Do you mean cops? Do you mean white people?”
    “I mean all of it.”
    Verloren turned in his seat so that his back was against the tile wall next to the table. He looked toward the door to the alley. He wasn’t looking at Bosch. Bosch wanted the eye contact, but he was willing to let things ride as long as Verloren kept talking.
    “Let’s start with the cops, then,” Bosch said. “Why do you blame the cops? What did the cops do?”
    “You expect me to talk to you about what
you
people did?”
    Bosch thought carefully before responding. He felt this was the make-or-break point of the interview and he sensed that this man had something important to give up.
    “We start with the fact that you loved your daughter, right?” Bosch said.
    “Of course.”
    “Well, Mr.
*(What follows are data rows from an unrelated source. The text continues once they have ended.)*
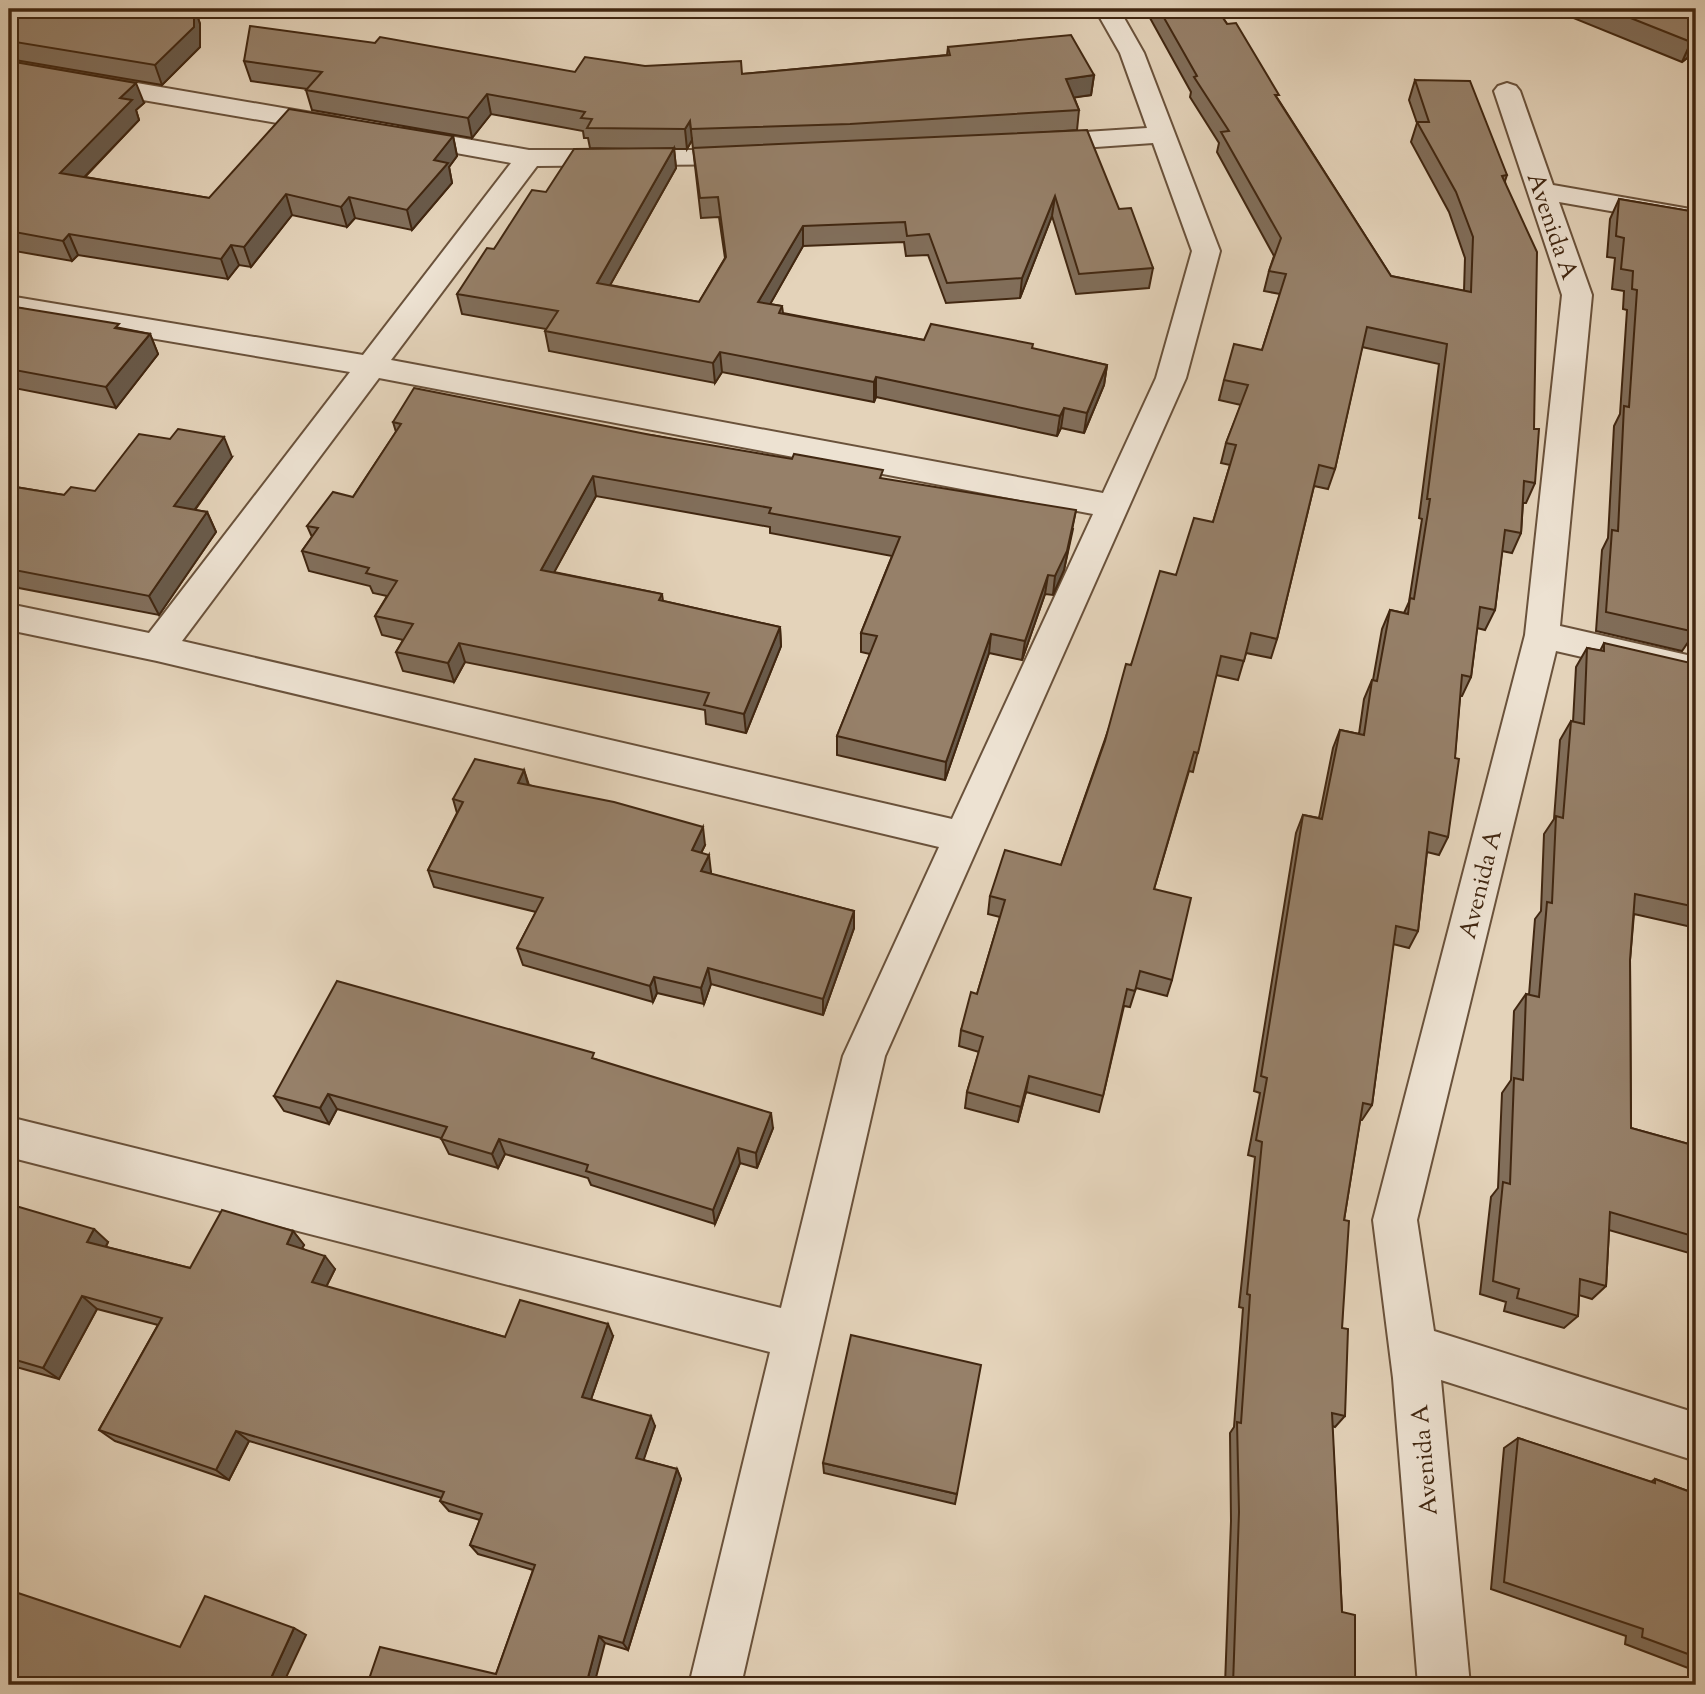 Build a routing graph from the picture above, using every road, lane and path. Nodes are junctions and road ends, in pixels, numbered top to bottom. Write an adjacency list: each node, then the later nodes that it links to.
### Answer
1 (1107, 9): 4 (street)
2 (9, 69): 6 (street)
3 (1507, 91): 8 (street, Avenida A)
4 (1161, 135): 5 (street); 12 (street)
5 (1012, 145)
6 (528, 158): 7 (street); 11 (street)
7 (770, 158)
8 (1541, 191): 9 (street); 14 (street, Avenida A)
9 (1696, 218)
10 (9, 305): 11 (street)
11 (369, 366): 12 (street); 15 (street)
12 (1113, 506): 17 (street)
13 (9, 617): 15 (street)
14 (1542, 635): 16 (street); 20 (street, Avenida A)
15 (157, 648): 17 (street)
16 (1696, 670)
17 (963, 837): 19 (street)
18 (9, 1137): 19 (street)
19 (797, 1335): 22 (street)
20 (1413, 1348): 21 (street); 23 (street, Avenida A)
21 (1696, 1437)
22 (715, 1685)
23 (1444, 1685)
Verloren, what happened to her should never have happened. I can’t do anything about it. But I can try to speak for her. That’s why I am here. What the cops did seventeen years ago is not what I am going to do. Most of them are dead now anyway. If you still love your daughter, if you love the memory of her, then you will tell me the story. You will help me speak for her. It’s your only way of making up for what you did back then.”
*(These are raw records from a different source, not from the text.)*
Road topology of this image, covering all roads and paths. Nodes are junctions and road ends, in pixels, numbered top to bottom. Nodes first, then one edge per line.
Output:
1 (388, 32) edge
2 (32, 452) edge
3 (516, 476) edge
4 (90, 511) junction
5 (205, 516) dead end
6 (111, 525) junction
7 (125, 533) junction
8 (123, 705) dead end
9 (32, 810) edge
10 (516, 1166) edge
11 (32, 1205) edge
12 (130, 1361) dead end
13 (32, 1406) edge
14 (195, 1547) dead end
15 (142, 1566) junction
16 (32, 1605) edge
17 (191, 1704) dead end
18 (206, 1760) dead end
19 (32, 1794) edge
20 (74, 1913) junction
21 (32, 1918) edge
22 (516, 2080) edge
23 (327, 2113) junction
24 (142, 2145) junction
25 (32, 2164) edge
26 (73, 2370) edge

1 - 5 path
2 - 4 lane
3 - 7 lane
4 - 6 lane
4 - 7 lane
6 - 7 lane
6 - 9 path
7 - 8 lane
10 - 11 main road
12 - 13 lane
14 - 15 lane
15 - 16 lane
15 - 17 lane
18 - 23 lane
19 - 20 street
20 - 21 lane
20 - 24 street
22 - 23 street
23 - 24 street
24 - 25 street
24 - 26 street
    Verloren started nodding halfway through Bosch’s plea. Bosch knew he had him, that he would open up. It was about redemption. It didn’t matter how many years had gone by. Redemption was always the brass ring.
    A single tear rolled down Verloren’s left cheek, almost imperceptible against the dark skin. A man in dirty kitchen whites came into the break area with a clipboard in hand but Bosch quickly waved him away from Verloren. Bosch waited and finally Verloren spoke.
    “I chose myself over her and in the end I lost myself anyway,” he said.
    “How did that happen?”
    Verloren covered his mouth with his hand, as if to try to keep the secrets from being dispelled. Finally he dropped it and spoke.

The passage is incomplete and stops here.